I'm curious as to how this performs, I relegate my use of it up to 9mm lead.


----------



## Hrawk (Oct 25, 2010)

Valerie, seeing as you have access to a chrony and there are not that many people who use Thera Black for hunting, you are in a great position to provide some great feedback and data to the community.

Start experimenting with different sized cuts, single, double, triple layers ect and post your results and speeds. I know a lot of people would find this very helpful.


----------



## akmslingshots (Mar 2, 2012)

Hrawk said:


> Valerie, seeing as you have access to a chrony and there are not that many people who use Thera Black for hunting, you are in a great position to provide some great feedback and data to the community.
> 
> Start experimenting with different sized cuts, single, double, triple layers ect and post your results and speeds.
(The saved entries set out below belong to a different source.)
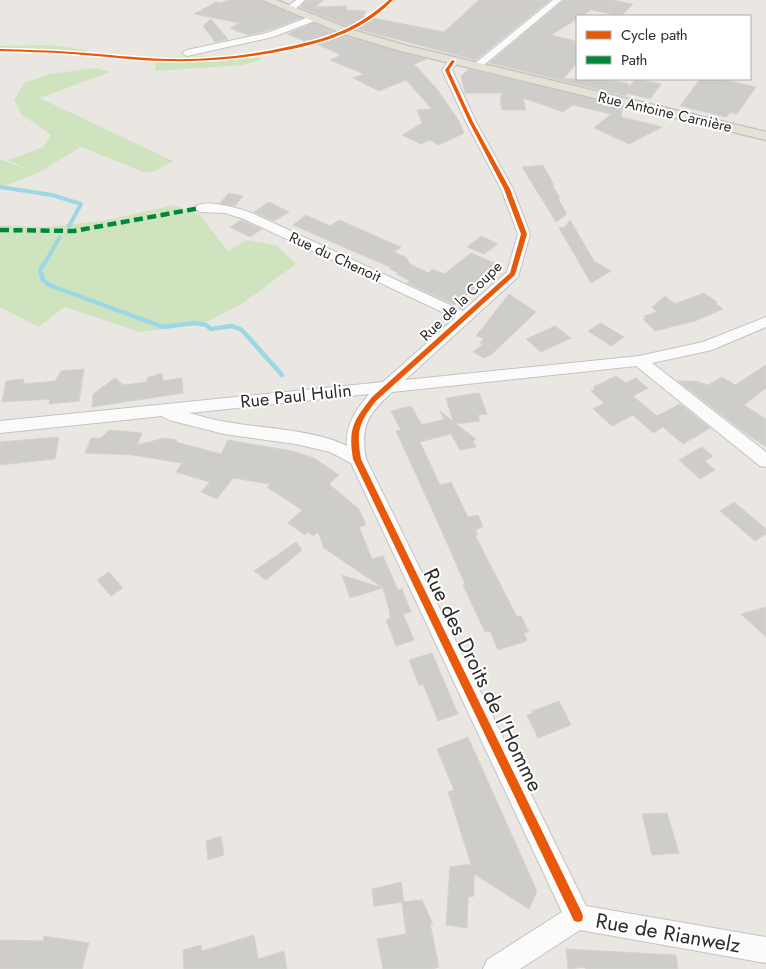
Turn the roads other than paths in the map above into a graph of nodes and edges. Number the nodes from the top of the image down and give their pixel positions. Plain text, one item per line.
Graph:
1 (267, 0) edge
2 (301, 0) edge
3 (558, 0) edge
4 (290, 9) junction
5 (314, 18) junction
6 (187, 53) dead end
7 (453, 61) junction
8 (476, 67) junction
9 (766, 136) edge
10 (200, 208) dead end
11 (466, 318) junction
12 (766, 322) edge
13 (639, 361) junction
14 (391, 386) junction
15 (157, 410) junction
16 (0, 427) edge
17 (357, 459) junction
18 (766, 461) edge
19 (578, 917) junction
20 (766, 950) edge
21 (496, 969) edge

1 - 4 main road, Rue Antoine Carnière
2 - 4 street
3 - 8 street
4 - 5 main road, Rue Antoine Carnière
5 - 6 street
5 - 7 main road, Rue Antoine Carnière
7 - 8 main road, Rue Antoine Carnière
7 - 11 street, Rue de la Coupe
8 - 9 main road, Rue Antoine Carnière
10 - 11 street, Rue du Chenoit
11 - 14 street, Rue de la Coupe
12 - 13 street, Rue Paul Hulin
13 - 14 street, Rue Paul Hulin
13 - 18 street
14 - 15 street, Rue Paul Hulin
14 - 17 street, Rue de la Coupe
15 - 16 street, Rue Paul Hulin
15 - 17 street
17 - 19 street, Rue des Droits de l'Homme
19 - 20 street, Rue de Rianwelz
19 - 21 street, Rue de Rianwelz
I know a lot of people would find this very helpful.


It is something that's on the cards, I have different tapers and sizes cut, with the intention of going to Valkerie's workshop to do just that. Its just 120 mile distance away


----------



## pgandy (Aug 15, 2011)

I used TBB and started with a 28” draw. I’ve since worked up to 33” and with each increment of increased draw I noticed increased power. You might want to work on that. As for TBB I used 4 ply cut 2.9mm x 1.4mm x 8.5”. I think the mounted length was about 7.75” and could be shortened more if memory serves me. That gave a 16.5 # pull at 28”, and 17.7# draw at 31”. I clocked it when using a 31” pull and got an average of 164.6 fps giving 10.4 fpe with .50 cal. lead balls. I liked the set up and felt that I got reasonable life, maybe something approaching 200 shots with the longer draw.


----------



## NaturalFork (Jan 21, 2010)

I love TBB ... it is cheap and FAST


----------



## bullseyeben! (Apr 24, 2011)

valkerie said:


> Cheers guys.
> I cut some earlier just to try out the black band. I just guessed at 28 - 14mm taper and triple bands, length was 20cm. Shot a few 12mm lead through the chrony and got 189fps. I can't remember the weight now but worked it out to around 14ft/lbs.
> What are the pros/cons with wider eg 35 - 20 mm double bands compared to the 28 - 14mm triples I used?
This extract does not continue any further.